En cette année d’anniversaire de la franc-maçonnerie - on s’accorde à reconnaître qu’elle est née à Londres en 1717 - le Musée belge de la franc-maçonnerie a pris l’heureuse initiative de monter une exposition sur la place des femmes dans l’Art royal. De manière très didactique et avec l’appui de nombreux partenaires, en ce inclus le KADOC, le centre d’archives catholiques flamand sis à la KU Leuven… - c’est une intéressante mise en perspective qui amène à nuancer certains préjugés ou clichés.
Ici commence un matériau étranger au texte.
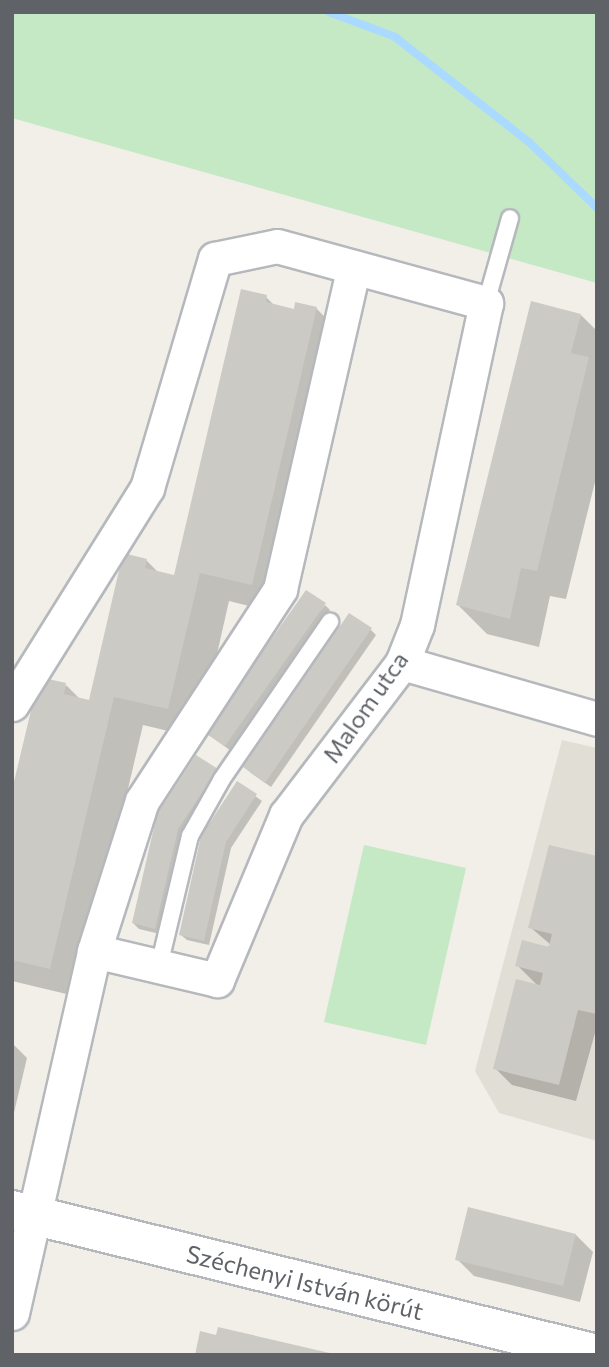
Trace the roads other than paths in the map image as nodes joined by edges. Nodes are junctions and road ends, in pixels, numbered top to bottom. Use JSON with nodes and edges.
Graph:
{"nodes":[{"id":1,"x":510,"y":218,"type":"dead end"},
{"id":2,"x":354,"y":267,"type":"junction"},
{"id":3,"x":486,"y":303,"type":"junction"},
{"id":4,"x":330,"y":622,"type":"dead end"},
{"id":5,"x":402,"y":663,"type":"junction"},
{"id":6,"x":12,"y":704,"type":"edge"},
{"id":7,"x":597,"y":719,"type":"edge"},
{"id":8,"x":94,"y":951,"type":"junction"},
{"id":9,"x":159,"y":967,"type":"junction"},
{"id":10,"x":23,"y":1212,"type":"edge"},
{"id":11,"x":12,"y":1313,"type":"edge"},
{"id":12,"x":597,"y":1354,"type":"edge"}],
"edges":[{"from":1,"to":3,"type":"lane"},
{"from":2,"to":3,"type":"street"},
{"from":2,"to":6,"type":"street"},
{"from":2,"to":8,"type":"street"},
{"from":3,"to":5,"type":"street","name":"Malom utca"},
{"from":4,"to":9,"type":"lane"},
{"from":5,"to":7,"type":"street"},
{"from":5,"to":9,"type":"street","name":"Malom utca"},
{"from":8,"to":9,"type":"street","name":"Malom utca"},
{"from":8,"to":10,"type":"street"},
{"from":10,"to":11,"type":"street"},
{"from":10,"to":12,"type":"street","name":"Széchenyi István körút"}]}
Et il montre que le combat pour l’égalité des sexes a décidément touché tous les milieux.

Jusqu’au 14 avril 2018, le musée de la rue de Laeken montre que les "filles d’Eve" ont, ici aussi, dû se battre pour être reconnues. En même temps, à travers divers documents et objets, l’exposition montre une certaine spécificité féminine. Et pour jeter un pont vers le présent, la partie historique se double d’une seconde exposition de photos de maçonnes bien intégrées dans la société.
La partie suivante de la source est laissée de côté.